(BRIEF): Search the records for the string "dead" and copy every line in which it appears.

(Data items)
------------------------------------

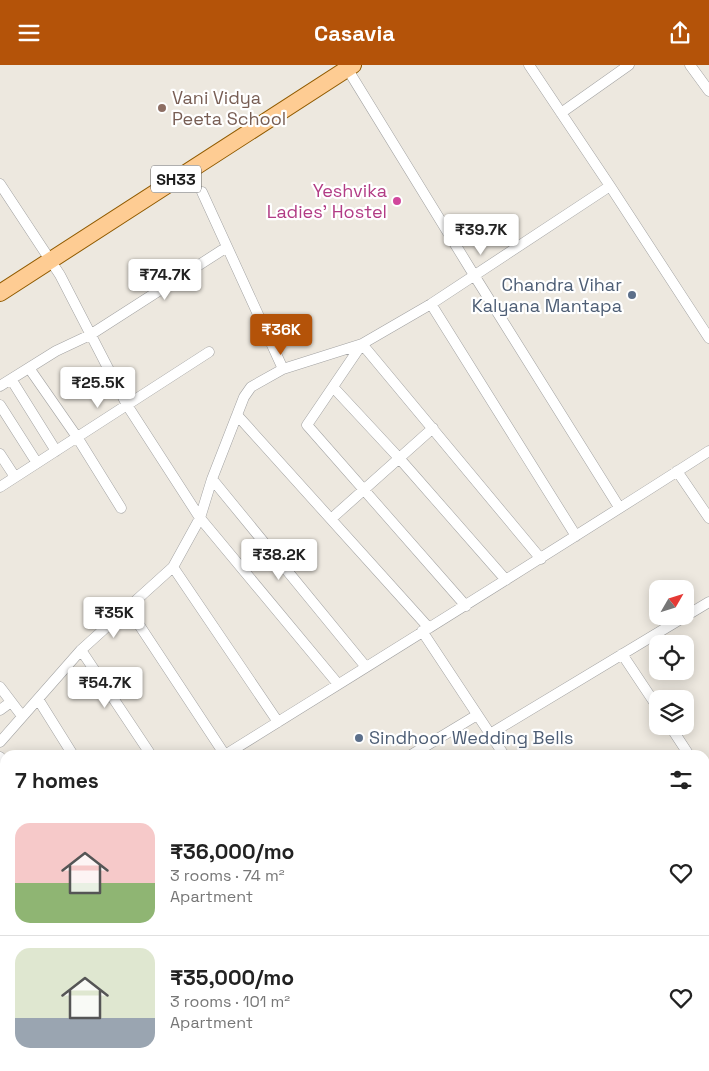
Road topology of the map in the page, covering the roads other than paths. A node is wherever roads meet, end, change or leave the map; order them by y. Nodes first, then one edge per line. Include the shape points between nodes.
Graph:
1 (529, 65) edge
2 (629, 65) edge
3 (690, 65) edge
4 (344, 66) edge
5 (709, 91) edge
6 (561, 113) junction
7 (0, 184) edge
8 (610, 185) junction
9 (202, 192) dead end
10 (227, 247) junction
11 (48, 257) junction
12 (474, 275) junction
13 (0, 280) edge
14 (0, 293) edge
15 (431, 304) junction
16 (90, 335) junction
17 (709, 338) edge
18 (362, 344) junction
19 (210, 353) dead end
20 (29, 367) junction
21 (283, 369) junction
22 (11, 379) junction
23 (0, 386) edge
24 (333, 387) junction
25 (0, 405) edge
26 (127, 405) junction
27 (237, 415) junction
28 (433, 428) junction
29 (77, 437) junction
30 (56, 451) junction
31 (709, 451) edge
32 (0, 455) edge
33 (399, 458) junction
34 (37, 463) junction
35 (678, 471) junction
36 (15, 477) junction
37 (212, 479) junction
38 (0, 487) edge
39 (364, 489) junction
40 (619, 507) junction
41 (121, 508) dead end
42 (200, 517) junction
43 (709, 517) edge
44 (331, 519) junction
45 (576, 536) junction
46 (541, 559) junction
47 (173, 567) junction
48 (506, 580) junction
49 (709, 602) edge
50 (466, 606) junction
51 (128, 607) junction
52 (426, 629) junction
53 (81, 650) junction
54 (622, 655) junction
55 (366, 667) junction
56 (338, 684) junction
57 (0, 687) edge
58 (649, 695) edge
59 (38, 699) junction
60 (11, 702) junction
61 (0, 710) edge
62 (477, 715) junction
63 (22, 716) junction
64 (278, 722) junction
65 (490, 733) junction
66 (676, 735) edge
67 (0, 742) edge
68 (71, 750) edge
69 (147, 750) edge
70 (222, 750) edge
71 (233, 750) edge
72 (419, 750) edge
73 (501, 750) edge
74 (686, 750) edge

1 - 6 street
2 - 6 street
3 - 5 street
4 - 11 main road, SH33 via 256,126
4 - 12 street
6 - 8 street
7 - 11 street
8 - 12 street
8 - 17 street
9 - 10 street
10 - 16 street
10 - 21 street
11 - 13 main road
11 - 14 main road, SH33
11 - 16 street
12 - 15 street
12 - 40 street
15 - 18 street
15 - 45 street
16 - 20 street
16 - 26 street
18 - 21 street
18 - 24 street
18 - 28 street
19 - 26 street
20 - 22 street
20 - 29 street
21 - 27 street via 251,387
22 - 23 street
22 - 30 street
24 - 33 street
24 - 39 street via 306,425
25 - 34 street
26 - 29 street
26 - 42 street
27 - 37 street
27 - 44 street
28 - 33 street
28 - 46 street
29 - 30 street
29 - 41 street
30 - 34 street
31 - 35 street
32 - 36 street
33 - 39 street
33 - 48 street
34 - 36 street
35 - 40 street
35 - 43 street
36 - 38 street
37 - 42 street
37 - 55 street
39 - 44 street
39 - 50 street
40 - 45 street
42 - 47 street
42 - 56 street
44 - 52 street
45 - 46 street
46 - 48 street
47 - 51 street
47 - 64 street
48 - 50 street
49 - 54 street
50 - 52 street
51 - 53 street
51 - 70 street
52 - 55 street
52 - 62 street
53 - 59 street
53 - 69 street
54 - 58 street
54 - 65 street
55 - 56 street
56 - 64 street
57 - 60 street
59 - 63 street
59 - 68 street
60 - 61 street
60 - 63 street
62 - 65 street
62 - 72 street
63 - 67 street
64 - 71 street
65 - 73 street
66 - 74 street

------------------------------------

(YOUR RESPONSE):
9 (202, 192) dead end
19 (210, 353) dead end
41 (121, 508) dead end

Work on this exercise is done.